The biologic half-life of cadmium in the kidney is estimated to be between 6 to 38 years; the half life of cadmium in the liver is between 4 and 19 years (ATSDR 1999). These long half-lives reflect the fact that humans do not have effective pathways for cadmium elimination. Cadmium has no known biologic function in humans. Bioaccumulation appears to be a by-product of increasing industrialization. Any excessive accumulation in the body should be regarded as potentially toxic.

My initial impression is that a cadmium intake of 4-5mcg/day is far more concerning than an arsenic intake 2 or 3 times higher.

I won't be avoiding white or brown rice but I won't be consuming large amounts of it either. Reducing rice intake won't really do much to reduce total daily heavy metal exposure though.

It appears that the only natural way to increase cadmium detoxification may be through sweating. Other than that EDTA can be used to chelate it.

Cadmium Toxicity and Treatment

5. Reduction of Body Burden

There is no agreement in the literature regarding treatment of Cd toxicity. Human studies are few and anecdotal. While clinical protocols exist for the use of EDTA, DMPS, and DMSA [101–104], they rely for the most part on clinical experience and on in vitro and animal studies [105, 106]. EDTA is the agent most widely accepted for clinical use. While it may seem axiomatic that reduction of body Cd burden would decrease its toxic effects, not all authorities agree that active measures beyond avoidance are indicated, at least for acute poisoning, where concern exists that chelation may aggravate damage to the kidney tubules [107, 108]. For chronic exposures, however, there is considerable evidence of chelation's clinical efficacy, in humans and in experimental animals. Several chelators have been used. Clinically available chelators include EDTA, DMPS, DMSA, and British Anti-Lewisite (BAL).
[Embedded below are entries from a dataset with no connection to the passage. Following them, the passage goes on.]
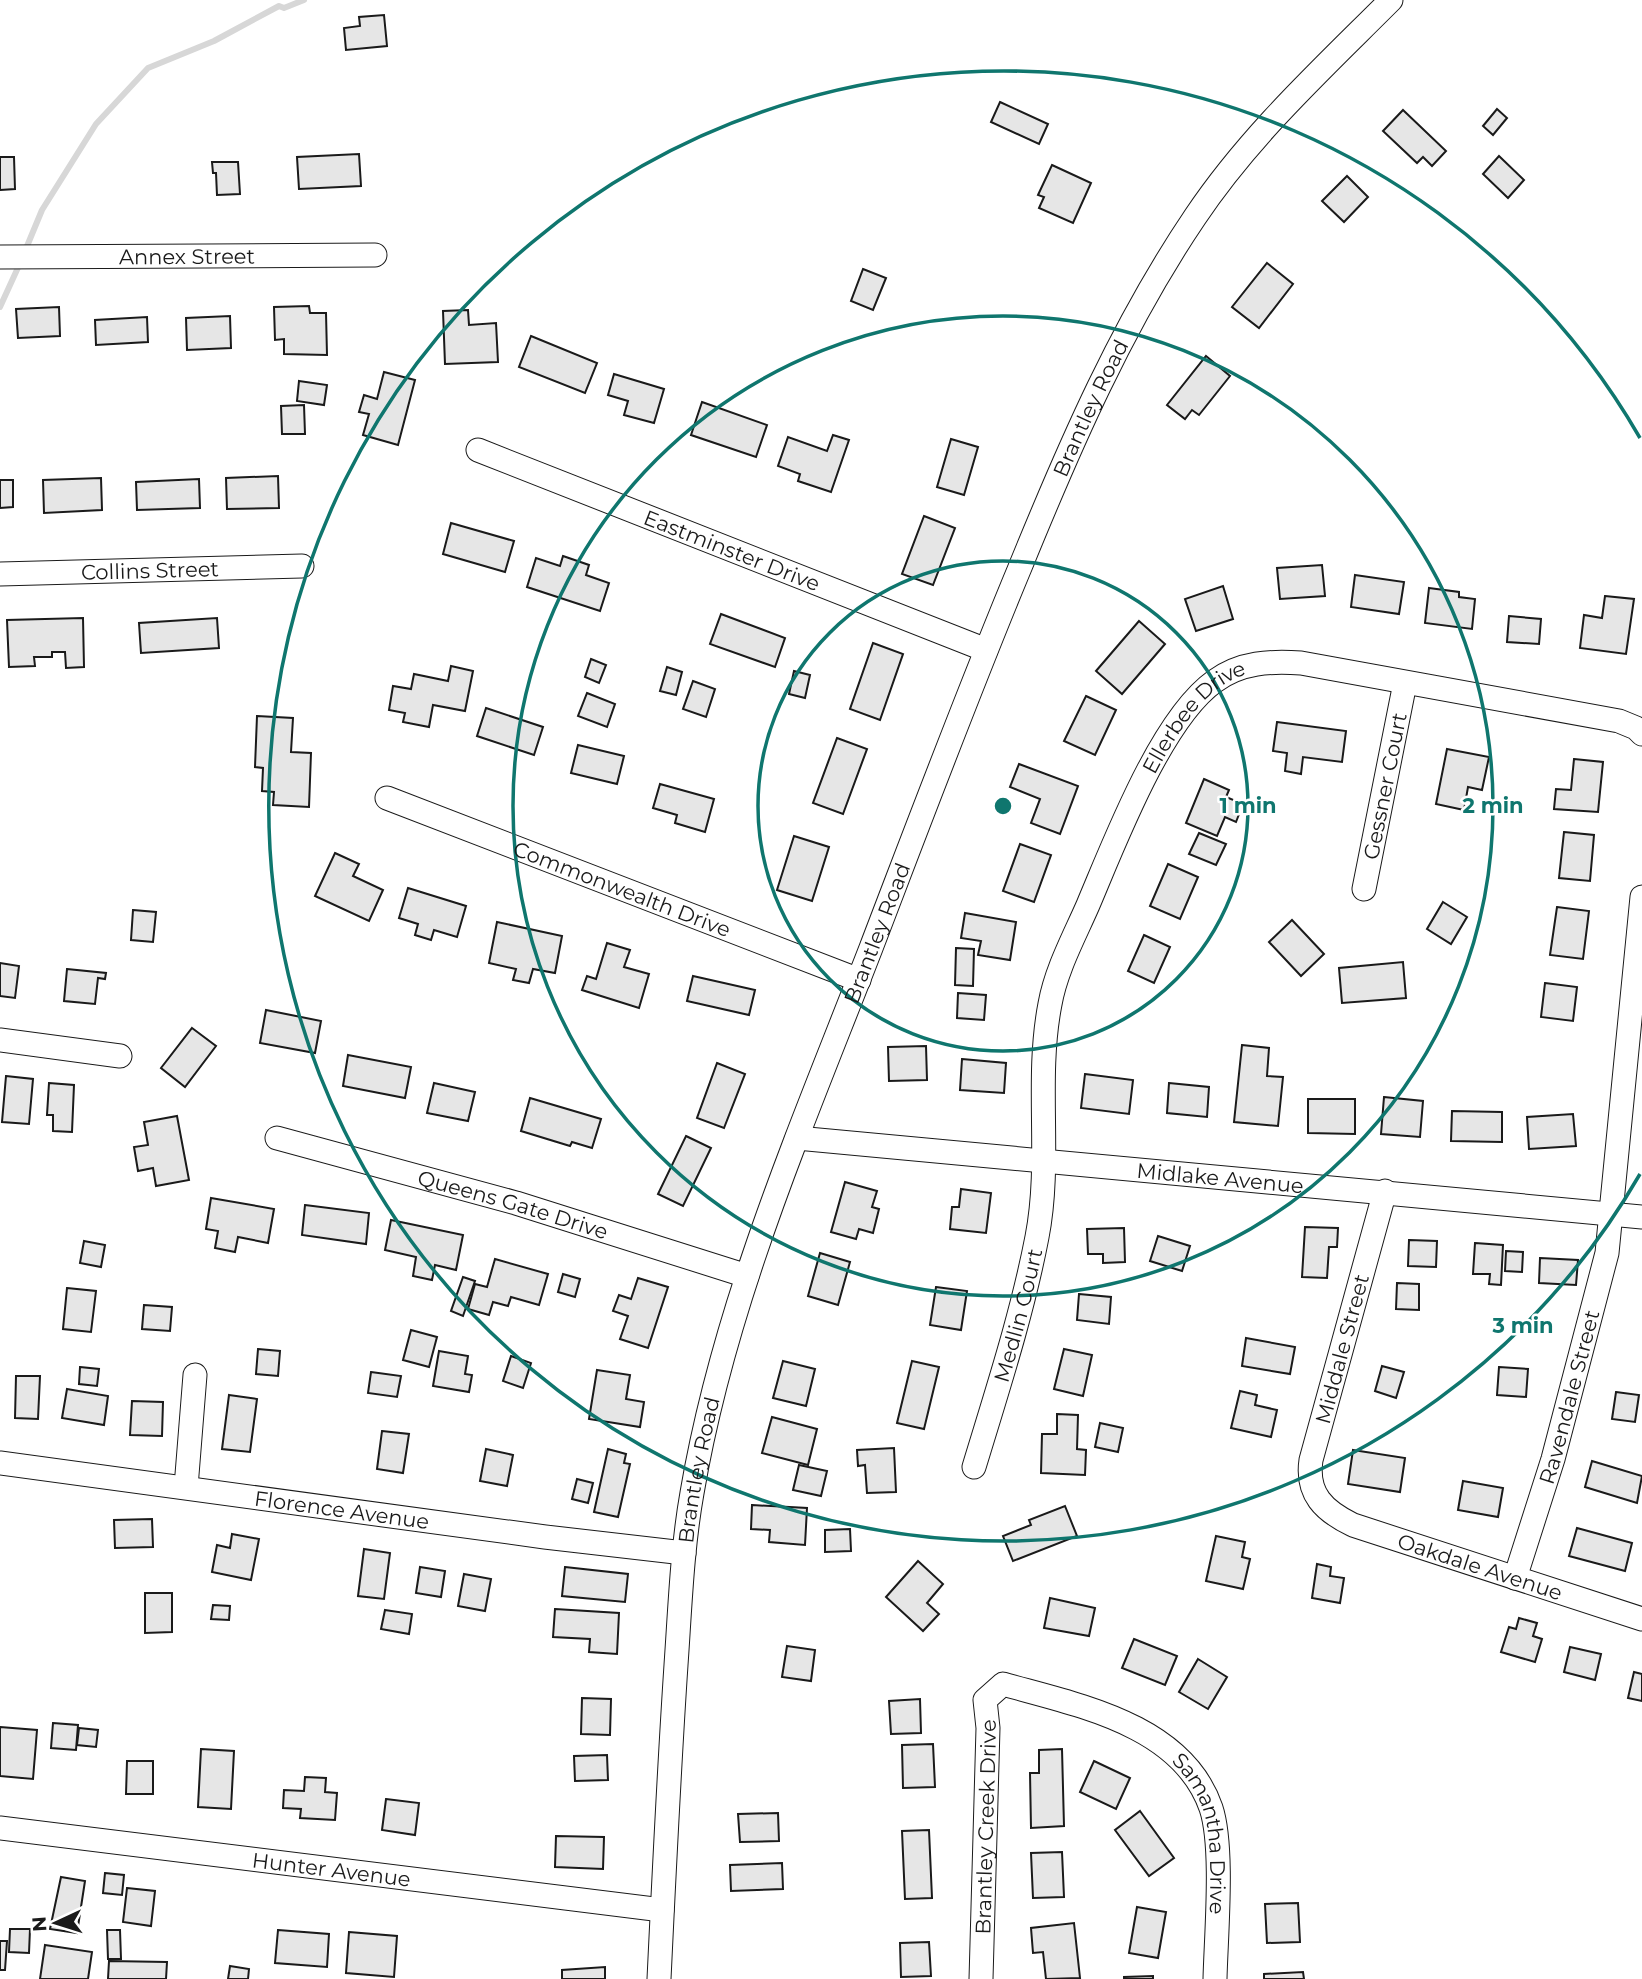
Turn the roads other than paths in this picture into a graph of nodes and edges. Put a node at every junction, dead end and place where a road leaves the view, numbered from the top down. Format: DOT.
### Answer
graph roads {
  1 [pos="1391,0"];
  2 [pos="375,255"];
  3 [pos="0,257"];
  4 [pos="478,450"];
  5 [pos="302,566"];
  6 [pos="0,574"];
  7 [pos="986,650"];
  8 [pos="1405,683"];
  9 [pos="1642,734"];
  10 [pos="387,798"];
  11 [pos="1364,889"];
  12 [pos="1642,897"];
  13 [pos="859,979"];
  14 [pos="0,1040"];
  15 [pos="120,1056"];
  16 [pos="277,1138"];
  17 [pos="797,1138"];
  18 [pos="1043,1160"];
  19 [pos="1385,1191"];
  20 [pos="1612,1214"];
  21 [pos="1642,1217"];
  22 [pos="747,1276"];
  23 [pos="195,1375"];
  24 [pos="0,1463"];
  25 [pos="974,1467"];
  26 [pos="186,1487"];
  27 [pos="1321,1504"];
  28 [pos="684,1553"];
  29 [pos="1515,1578"];
  30 [pos="1642,1619"];
  31 [pos="1123,1723"];
  32 [pos="0,1828"];
  33 [pos="662,1910"];
  34 [pos="659,1979"];
  35 [pos="981,1979"];
  36 [pos="1215,1979"];
  1 -- 7 [label="street, Brantley Road"];
  2 -- 3 [label="street, Annex Street"];
  4 -- 7 [label="street, Eastminster Drive"];
  5 -- 6 [label="street, Collins Street"];
  7 -- 13 [label="street, Brantley Road"];
  8 -- 9 [label="street, Ellerbee Drive"];
  8 -- 11 [label="street, Gessner Court"];
  8 -- 18 [label="street, Ellerbee Drive"];
  10 -- 13 [label="street, Commonwealth Drive"];
  12 -- 20 [label="street"];
  13 -- 17 [label="street, Brantley Road"];
  14 -- 15 [label="street"];
  16 -- 22 [label="street, Queens Gate Drive"];
  17 -- 18 [label="street, Midlake Avenue"];
  17 -- 22 [label="street, Brantley Road"];
  18 -- 19 [label="street, Midlake Avenue"];
  18 -- 25 [label="street, Medlin Court"];
  19 -- 20 [label="street, Midlake Avenue"];
  19 -- 27 [label="street, Middale Street"];
  20 -- 21 [label="street, Midlake Avenue"];
  20 -- 29 [label="street, Ravendale Street"];
  22 -- 28 [label="street, Brantley Road"];
  23 -- 26 [label="street"];
  24 -- 26 [label="street, Florence Avenue"];
  26 -- 28 [label="street, Florence Avenue"];
  27 -- 29 [label="street, Oakdale Avenue"];
  28 -- 33 [label="street, Brantley Road"];
  29 -- 30 [label="street, Oakdale Avenue"];
  31 -- 35 [label="street, Brantley Creek Drive"];
  31 -- 36 [label="street, Samantha Drive"];
  32 -- 33 [label="street, Hunter Avenue"];
  33 -- 34 [label="street, Brantley Road"];
}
BAL is more toxic than its derivatives, DMPS and DMSA, and is seldom used clinically. Several experimental chelators, including DTPA [109] (available from the National Strategic Reserve for radiation poisoning), NaB [110], and others [111, 112], are also being investigated but are not clinically available at present.

It is clear that EDTA [113, 114], DMPS [115], and DMSA [116] increase urinary excretion of Cd, but DMSA seems to have little impact on overall body burden of Cd [117, 118]. Studies in vitro [119] and in vivo [120] suggest that EDTA is superior to DMSA in mobilizing intracellular Cd. In clinical use, EDTA is credited with an anecdotal report of relief of rheumatoid arthritis [121], as well as reduction of oxidative stress [122], and reduction of general metal toxicity [123, 124]. The efficacy of EDTA is apparently improved with concomitant use of glutathione [125] which also protects against nephrotoxicity; efficacy may also be improved with concomitant use of antioxidants [126] including mannitol [127], as well as thiamine [128], methionine [129], or zinc [130]. DMPS has not been studied as extensively as EDTA and DMSA but appears effective in rats [131], is available over the counter in Germany, and may be compounded legally in the United States.

EDTA is approved by the FDA for lead and other heavy metals, and has a long history of safe use. It should not be given faster than one gram per hour nor in dosage greater than three grams per session. Sessions should be at least five days apart, and replacement of essential minerals should be done orally between sessions. Several effective protocols exist implementing these principles [101–104].

Cd is also significantly present in sweat during sauna, which appears to be a moderately successful modality for reducing body burden of Cd without risk of tubular damage [132], albeit at a rate slower than that of intravenous chelation with EDTA.

Donald has reacted to this post.
Donald

@tim-2 so basically we can eliminate arsenic more easily than other toxins(metals)?